In Vitro Fluorometric IC50 Measurements [1]
Half-maximal inhibitory concentration (IC50) values of FAP ligands for recombinant human FAP, DPP4, and PREP were determined. FAP (pH 7.5), PREP (pH 7.5), and DPP4 (pH 8.0) were incubated at room temperature for 10 min with 1:10 serial dilutions of FAP ligands (PNT6555, PNT6952, and PNT6522) in 96-well plates. 7-Amino-4-methylcoumarin (AMC) fluorogenic substrates (carboxybenzyl (Z)-Gly-Pro-AMC for FAP and PREP and Gly-Pro-AMC for DPP4) were added to the reactions at a final concentration of 25 µM. After further incubation for 15 min at room temperature, enzyme activity was measured by fluorimetry (Ex380 nm:Em460 nm). A modified method with N-(4-quinolinoyl)-d-Ala-Pro (3144)–AMC as the FAP substrate was also used for IC50 assays with recombinant human and mouse FAP. The enzymes were incubated at 37°C for 10 min with 1:10 serial dilutions of FAP ligands. 3144-AMC was added at a final concentration of 25 μM, and incubation was continued for a further 30 min at 37°C before fluorimetry.

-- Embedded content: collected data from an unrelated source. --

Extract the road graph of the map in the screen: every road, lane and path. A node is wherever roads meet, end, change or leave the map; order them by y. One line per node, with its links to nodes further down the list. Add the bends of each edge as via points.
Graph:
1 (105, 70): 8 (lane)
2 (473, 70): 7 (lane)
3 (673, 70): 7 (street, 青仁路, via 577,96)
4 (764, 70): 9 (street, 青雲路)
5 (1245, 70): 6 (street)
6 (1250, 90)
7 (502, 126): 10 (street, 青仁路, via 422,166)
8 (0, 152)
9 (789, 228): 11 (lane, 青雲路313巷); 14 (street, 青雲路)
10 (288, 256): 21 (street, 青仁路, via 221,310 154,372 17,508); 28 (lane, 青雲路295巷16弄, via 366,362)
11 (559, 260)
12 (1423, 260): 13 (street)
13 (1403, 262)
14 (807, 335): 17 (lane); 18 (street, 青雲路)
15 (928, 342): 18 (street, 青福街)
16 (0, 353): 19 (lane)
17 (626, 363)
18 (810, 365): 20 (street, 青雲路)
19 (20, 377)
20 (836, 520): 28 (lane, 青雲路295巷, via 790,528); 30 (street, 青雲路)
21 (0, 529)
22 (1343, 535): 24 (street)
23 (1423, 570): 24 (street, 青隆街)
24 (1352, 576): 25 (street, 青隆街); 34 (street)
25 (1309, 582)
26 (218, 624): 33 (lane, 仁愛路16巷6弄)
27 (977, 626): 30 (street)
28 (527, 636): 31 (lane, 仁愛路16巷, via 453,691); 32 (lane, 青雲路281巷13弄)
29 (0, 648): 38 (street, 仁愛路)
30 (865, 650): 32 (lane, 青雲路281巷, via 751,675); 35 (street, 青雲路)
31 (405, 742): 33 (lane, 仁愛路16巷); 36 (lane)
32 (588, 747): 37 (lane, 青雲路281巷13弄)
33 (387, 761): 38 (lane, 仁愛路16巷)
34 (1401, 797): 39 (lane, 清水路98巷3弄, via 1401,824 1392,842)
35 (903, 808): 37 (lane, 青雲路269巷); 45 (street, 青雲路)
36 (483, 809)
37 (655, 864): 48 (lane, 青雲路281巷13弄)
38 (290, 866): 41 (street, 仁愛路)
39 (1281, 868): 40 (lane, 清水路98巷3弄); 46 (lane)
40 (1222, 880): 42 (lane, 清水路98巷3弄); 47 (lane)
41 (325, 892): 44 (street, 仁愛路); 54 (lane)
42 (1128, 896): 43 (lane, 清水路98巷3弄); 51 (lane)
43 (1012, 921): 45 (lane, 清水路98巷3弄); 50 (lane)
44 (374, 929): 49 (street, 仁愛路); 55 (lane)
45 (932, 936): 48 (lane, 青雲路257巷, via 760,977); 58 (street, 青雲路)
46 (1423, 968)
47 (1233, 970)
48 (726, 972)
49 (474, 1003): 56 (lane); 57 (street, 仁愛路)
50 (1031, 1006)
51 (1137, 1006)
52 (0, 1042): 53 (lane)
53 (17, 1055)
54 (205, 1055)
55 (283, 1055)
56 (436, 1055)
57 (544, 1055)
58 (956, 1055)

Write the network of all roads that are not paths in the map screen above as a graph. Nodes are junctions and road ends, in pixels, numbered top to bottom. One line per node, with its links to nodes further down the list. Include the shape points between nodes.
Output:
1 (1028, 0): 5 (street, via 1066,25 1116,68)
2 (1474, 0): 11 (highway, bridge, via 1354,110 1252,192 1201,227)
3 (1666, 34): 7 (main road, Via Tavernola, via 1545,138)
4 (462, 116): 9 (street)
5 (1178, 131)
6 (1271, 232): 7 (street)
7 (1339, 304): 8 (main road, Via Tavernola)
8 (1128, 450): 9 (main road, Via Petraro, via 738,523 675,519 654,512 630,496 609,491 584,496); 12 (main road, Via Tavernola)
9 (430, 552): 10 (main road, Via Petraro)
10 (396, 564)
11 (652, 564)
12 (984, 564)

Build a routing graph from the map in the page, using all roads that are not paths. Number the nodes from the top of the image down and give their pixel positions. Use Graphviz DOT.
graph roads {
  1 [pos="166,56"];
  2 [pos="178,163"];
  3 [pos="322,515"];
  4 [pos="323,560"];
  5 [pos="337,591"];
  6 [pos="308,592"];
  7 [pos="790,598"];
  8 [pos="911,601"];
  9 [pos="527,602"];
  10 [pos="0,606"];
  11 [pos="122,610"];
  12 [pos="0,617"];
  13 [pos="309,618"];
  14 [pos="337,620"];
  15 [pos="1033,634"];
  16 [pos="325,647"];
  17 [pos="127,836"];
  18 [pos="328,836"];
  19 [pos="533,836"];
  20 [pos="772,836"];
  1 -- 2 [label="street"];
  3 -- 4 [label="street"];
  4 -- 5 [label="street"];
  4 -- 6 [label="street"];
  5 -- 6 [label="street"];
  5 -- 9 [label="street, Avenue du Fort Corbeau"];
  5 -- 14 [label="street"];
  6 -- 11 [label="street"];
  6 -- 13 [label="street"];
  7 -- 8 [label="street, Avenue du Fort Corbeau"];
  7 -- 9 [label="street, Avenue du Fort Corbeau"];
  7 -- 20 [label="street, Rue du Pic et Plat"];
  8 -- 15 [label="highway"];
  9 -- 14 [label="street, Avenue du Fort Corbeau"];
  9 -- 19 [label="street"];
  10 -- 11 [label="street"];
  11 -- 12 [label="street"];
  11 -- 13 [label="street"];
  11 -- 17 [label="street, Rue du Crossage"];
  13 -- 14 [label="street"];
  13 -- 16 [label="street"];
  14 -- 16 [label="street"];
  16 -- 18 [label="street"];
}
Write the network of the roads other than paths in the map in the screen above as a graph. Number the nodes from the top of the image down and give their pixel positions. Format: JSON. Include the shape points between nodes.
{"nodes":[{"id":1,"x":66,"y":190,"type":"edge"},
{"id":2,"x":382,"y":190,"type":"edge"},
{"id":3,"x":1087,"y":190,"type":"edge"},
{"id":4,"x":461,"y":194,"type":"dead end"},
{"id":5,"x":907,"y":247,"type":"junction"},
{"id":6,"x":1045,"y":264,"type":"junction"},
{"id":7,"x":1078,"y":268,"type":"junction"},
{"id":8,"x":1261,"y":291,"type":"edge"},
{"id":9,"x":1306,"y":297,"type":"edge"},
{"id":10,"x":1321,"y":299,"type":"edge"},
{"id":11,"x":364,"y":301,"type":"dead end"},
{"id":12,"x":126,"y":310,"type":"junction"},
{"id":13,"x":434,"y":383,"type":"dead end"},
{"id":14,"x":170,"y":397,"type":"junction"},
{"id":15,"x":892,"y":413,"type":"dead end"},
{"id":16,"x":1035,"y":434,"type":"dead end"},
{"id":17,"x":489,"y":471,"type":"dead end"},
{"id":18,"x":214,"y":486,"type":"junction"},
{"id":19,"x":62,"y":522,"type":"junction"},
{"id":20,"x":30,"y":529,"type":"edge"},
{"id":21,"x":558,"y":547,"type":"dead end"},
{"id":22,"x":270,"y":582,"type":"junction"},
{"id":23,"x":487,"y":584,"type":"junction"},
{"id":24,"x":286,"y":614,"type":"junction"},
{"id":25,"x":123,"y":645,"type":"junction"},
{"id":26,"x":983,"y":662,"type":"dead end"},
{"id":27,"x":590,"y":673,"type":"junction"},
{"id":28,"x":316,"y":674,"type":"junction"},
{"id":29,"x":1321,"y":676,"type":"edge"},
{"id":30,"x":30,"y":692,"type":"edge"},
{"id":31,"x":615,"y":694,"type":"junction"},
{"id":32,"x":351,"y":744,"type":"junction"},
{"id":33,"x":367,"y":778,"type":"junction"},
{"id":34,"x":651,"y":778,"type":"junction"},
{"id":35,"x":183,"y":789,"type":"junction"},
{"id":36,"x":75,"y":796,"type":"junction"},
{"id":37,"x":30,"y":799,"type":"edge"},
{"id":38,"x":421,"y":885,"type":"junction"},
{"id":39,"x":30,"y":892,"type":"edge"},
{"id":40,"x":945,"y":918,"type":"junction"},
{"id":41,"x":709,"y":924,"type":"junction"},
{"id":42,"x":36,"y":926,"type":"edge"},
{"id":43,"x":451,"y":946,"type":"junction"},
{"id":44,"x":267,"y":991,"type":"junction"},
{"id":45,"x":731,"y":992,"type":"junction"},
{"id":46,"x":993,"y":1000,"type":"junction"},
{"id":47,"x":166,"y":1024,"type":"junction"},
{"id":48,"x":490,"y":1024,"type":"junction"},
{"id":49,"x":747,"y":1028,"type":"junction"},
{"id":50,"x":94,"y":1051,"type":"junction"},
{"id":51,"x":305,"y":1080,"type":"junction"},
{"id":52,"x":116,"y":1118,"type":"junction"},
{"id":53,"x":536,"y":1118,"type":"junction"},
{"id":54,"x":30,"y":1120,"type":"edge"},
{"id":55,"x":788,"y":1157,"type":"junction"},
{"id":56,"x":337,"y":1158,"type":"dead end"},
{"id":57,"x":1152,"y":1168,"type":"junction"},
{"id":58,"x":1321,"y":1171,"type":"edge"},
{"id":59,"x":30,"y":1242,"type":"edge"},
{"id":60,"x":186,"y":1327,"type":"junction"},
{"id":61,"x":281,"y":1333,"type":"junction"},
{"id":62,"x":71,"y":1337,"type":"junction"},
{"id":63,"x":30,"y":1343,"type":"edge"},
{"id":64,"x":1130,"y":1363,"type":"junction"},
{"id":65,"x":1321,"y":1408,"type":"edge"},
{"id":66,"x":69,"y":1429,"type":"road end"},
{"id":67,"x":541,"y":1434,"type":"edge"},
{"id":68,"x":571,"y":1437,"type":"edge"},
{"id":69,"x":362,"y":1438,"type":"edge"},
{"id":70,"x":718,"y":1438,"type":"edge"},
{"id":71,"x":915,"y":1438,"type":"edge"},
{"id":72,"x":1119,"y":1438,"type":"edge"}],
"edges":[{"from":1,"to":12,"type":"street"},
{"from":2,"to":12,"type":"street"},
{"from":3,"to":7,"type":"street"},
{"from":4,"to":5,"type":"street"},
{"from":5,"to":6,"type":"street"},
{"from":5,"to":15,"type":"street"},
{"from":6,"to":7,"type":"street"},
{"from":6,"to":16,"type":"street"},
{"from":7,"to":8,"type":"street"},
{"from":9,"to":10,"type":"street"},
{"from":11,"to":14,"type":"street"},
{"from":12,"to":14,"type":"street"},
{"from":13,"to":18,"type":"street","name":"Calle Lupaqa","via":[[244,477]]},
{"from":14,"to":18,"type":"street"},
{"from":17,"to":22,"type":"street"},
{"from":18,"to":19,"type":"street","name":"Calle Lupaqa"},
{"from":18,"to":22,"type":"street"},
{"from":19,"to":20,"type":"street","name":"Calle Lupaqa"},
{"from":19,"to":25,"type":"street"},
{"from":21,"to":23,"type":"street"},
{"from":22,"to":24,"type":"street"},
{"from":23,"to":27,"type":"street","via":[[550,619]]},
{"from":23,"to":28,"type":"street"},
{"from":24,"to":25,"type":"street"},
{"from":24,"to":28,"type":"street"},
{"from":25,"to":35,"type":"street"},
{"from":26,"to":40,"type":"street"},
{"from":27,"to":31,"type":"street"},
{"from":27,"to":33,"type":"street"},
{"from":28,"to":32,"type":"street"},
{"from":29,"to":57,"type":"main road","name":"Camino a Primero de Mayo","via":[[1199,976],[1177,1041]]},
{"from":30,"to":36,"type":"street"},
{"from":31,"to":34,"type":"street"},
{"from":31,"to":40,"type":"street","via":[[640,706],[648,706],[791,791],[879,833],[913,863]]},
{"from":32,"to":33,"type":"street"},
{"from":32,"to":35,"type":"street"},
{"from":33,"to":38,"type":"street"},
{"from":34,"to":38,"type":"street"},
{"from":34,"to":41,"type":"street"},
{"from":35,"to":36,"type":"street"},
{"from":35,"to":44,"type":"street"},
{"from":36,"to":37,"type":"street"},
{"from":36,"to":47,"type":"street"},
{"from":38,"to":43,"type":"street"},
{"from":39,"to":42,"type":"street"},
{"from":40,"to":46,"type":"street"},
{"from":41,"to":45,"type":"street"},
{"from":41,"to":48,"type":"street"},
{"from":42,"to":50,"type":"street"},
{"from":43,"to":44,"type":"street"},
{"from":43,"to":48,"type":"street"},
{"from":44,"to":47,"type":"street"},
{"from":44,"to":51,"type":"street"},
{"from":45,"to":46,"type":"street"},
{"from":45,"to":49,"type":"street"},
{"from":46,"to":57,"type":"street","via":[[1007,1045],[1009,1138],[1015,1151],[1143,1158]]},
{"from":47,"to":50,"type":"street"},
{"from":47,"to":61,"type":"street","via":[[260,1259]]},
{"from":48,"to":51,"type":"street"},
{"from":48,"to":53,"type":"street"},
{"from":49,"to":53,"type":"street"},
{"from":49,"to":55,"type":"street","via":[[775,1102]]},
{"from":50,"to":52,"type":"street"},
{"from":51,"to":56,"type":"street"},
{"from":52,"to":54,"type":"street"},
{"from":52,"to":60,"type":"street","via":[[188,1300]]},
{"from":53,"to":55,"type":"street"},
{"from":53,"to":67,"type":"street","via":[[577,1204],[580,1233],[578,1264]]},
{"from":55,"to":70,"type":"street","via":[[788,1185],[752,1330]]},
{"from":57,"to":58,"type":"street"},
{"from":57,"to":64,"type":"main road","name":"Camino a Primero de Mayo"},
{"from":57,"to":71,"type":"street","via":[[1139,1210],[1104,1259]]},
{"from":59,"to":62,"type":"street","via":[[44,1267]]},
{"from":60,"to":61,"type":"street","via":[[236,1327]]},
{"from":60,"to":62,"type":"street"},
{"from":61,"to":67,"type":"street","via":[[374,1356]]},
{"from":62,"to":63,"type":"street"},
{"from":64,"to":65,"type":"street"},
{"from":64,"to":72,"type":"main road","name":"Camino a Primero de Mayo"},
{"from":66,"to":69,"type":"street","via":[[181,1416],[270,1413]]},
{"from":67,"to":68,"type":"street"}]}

For IC50 assays with serum samples, 1:10 dilutions of human serum and Sprague–Dawley rat serum and a 1:100 dilution of mouse serum were incubated at 37°C for 10 min with 1:10 serial dilutions of FAP ligands. 3144-AMC was added at a final concentration of 25 μM (rat serum) or 50 μM (human serum and mouse serum), and incubation was continued for a further 30 min at 37°C before fluorimetry.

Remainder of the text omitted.